_AIM OF THE TASK_
Only an exact copy of the records below will serve as the answer.

(Collected data entries)
· · · ·

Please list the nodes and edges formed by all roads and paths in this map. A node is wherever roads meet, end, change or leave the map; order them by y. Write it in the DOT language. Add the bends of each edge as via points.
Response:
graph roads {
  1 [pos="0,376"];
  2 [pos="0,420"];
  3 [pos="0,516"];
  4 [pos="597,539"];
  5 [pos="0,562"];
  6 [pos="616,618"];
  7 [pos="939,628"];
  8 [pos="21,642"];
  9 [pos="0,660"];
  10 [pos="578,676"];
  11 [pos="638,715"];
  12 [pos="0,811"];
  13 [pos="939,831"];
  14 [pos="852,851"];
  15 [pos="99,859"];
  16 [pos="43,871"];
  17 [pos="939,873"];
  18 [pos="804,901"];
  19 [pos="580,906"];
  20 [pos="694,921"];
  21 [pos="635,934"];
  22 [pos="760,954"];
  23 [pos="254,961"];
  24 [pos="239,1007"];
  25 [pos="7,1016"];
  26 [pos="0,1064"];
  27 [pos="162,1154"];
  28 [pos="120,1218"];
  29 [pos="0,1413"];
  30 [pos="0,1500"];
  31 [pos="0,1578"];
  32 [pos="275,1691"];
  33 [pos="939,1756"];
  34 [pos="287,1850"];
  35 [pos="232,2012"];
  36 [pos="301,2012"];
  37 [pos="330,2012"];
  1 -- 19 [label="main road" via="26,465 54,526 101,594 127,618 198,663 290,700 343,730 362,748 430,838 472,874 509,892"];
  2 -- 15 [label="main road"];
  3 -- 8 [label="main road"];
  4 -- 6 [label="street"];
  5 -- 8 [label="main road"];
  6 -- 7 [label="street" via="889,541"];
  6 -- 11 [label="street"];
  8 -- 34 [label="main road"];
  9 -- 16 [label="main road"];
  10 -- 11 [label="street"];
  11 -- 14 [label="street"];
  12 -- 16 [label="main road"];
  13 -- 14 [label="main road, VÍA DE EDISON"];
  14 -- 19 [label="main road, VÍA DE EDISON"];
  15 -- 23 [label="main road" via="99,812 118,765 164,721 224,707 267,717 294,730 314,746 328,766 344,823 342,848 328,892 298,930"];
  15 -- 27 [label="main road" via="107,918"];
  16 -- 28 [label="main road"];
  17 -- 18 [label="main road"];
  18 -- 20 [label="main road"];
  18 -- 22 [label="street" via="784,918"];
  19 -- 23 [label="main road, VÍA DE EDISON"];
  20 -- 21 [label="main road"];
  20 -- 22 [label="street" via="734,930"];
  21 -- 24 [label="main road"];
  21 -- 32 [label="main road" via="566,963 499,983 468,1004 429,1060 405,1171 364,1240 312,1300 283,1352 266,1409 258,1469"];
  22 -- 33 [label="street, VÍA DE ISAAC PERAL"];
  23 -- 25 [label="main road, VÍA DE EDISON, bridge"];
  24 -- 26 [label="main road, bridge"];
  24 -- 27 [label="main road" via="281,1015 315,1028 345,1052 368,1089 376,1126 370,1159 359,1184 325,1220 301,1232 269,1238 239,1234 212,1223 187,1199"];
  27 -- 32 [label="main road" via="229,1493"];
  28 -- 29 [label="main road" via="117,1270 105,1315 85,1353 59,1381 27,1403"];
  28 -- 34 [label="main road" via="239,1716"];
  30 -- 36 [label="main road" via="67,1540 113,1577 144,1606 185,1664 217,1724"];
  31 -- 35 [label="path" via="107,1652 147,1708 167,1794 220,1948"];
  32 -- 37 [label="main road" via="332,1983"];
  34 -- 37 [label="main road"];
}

· · · ·

_EXERCISE OUTPUT_
Please list the nodes and edges formed by all roads and paths in this map. A node is wherever roads meet, end, change or leave the map; order them by y. Write it in the DOT language. Add the bends of each edge as via points.
Response:
graph roads {
  1 [pos="0,376"];
  2 [pos="0,420"];
  3 [pos="0,516"];
  4 [pos="597,539"];
  5 [pos="0,562"];
  6 [pos="616,618"];
  7 [pos="939,628"];
  8 [pos="21,642"];
  9 [pos="0,660"];
  10 [pos="578,676"];
  11 [pos="638,715"];
  12 [pos="0,811"];
  13 [pos="939,831"];
  14 [pos="852,851"];
  15 [pos="99,859"];
  16 [pos="43,871"];
  17 [pos="939,873"];
  18 [pos="804,901"];
  19 [pos="580,906"];
  20 [pos="694,921"];
  21 [pos="635,934"];
  22 [pos="760,954"];
  23 [pos="254,961"];
  24 [pos="239,1007"];
  25 [pos="7,1016"];
  26 [pos="0,1064"];
  27 [pos="162,1154"];
  28 [pos="120,1218"];
  29 [pos="0,1413"];
  30 [pos="0,1500"];
  31 [pos="0,1578"];
  32 [pos="275,1691"];
  33 [pos="939,1756"];
  34 [pos="287,1850"];
  35 [pos="232,2012"];
  36 [pos="301,2012"];
  37 [pos="330,2012"];
  1 -- 19 [label="main road" via="26,465 54,526 101,594 127,618 198,663 290,700 343,730 362,748 430,838 472,874 509,892"];
  2 -- 15 [label="main road"];
  3 -- 8 [label="main road"];
  4 -- 6 [label="street"];
  5 -- 8 [label="main road"];
  6 -- 7 [label="street" via="889,541"];
  6 -- 11 [label="street"];
  8 -- 34 [label="main road"];
  9 -- 16 [label="main road"];
  10 -- 11 [label="street"];
  11 -- 14 [label="street"];
  12 -- 16 [label="main road"];
  13 -- 14 [label="main road, VÍA DE EDISON"];
  14 -- 19 [label="main road, VÍA DE EDISON"];
  15 -- 23 [label="main road" via="99,812 118,765 164,721 224,707 267,717 294,730 314,746 328,766 344,823 342,848 328,892 298,930"];
  15 -- 27 [label="main road" via="107,918"];
  16 -- 28 [label="main road"];
  17 -- 18 [label="main road"];
  18 -- 20 [label="main road"];
  18 -- 22 [label="street" via="784,918"];
  19 -- 23 [label="main road, VÍA DE EDISON"];
  20 -- 21 [label="main road"];
  20 -- 22 [label="street" via="734,930"];
  21 -- 24 [label="main road"];
  21 -- 32 [label="main road" via="566,963 499,983 468,1004 429,1060 405,1171 364,1240 312,1300 283,1352 266,1409 258,1469"];
  22 -- 33 [label="street, VÍA DE ISAAC PERAL"];
  23 -- 25 [label="main road, VÍA DE EDISON, bridge"];
  24 -- 26 [label="main road, bridge"];
  24 -- 27 [label="main road" via="281,1015 315,1028 345,1052 368,1089 376,1126 370,1159 359,1184 325,1220 301,1232 269,1238 239,1234 212,1223 187,1199"];
  27 -- 32 [label="main road" via="229,1493"];
  28 -- 29 [label="main road" via="117,1270 105,1315 85,1353 59,1381 27,1403"];
  28 -- 34 [label="main road" via="239,1716"];
  30 -- 36 [label="main road" via="67,1540 113,1577 144,1606 185,1664 217,1724"];
  31 -- 35 [label="path" via="107,1652 147,1708 167,1794 220,1948"];
  32 -- 37 [label="main road" via="332,1983"];
  34 -- 37 [label="main road"];
}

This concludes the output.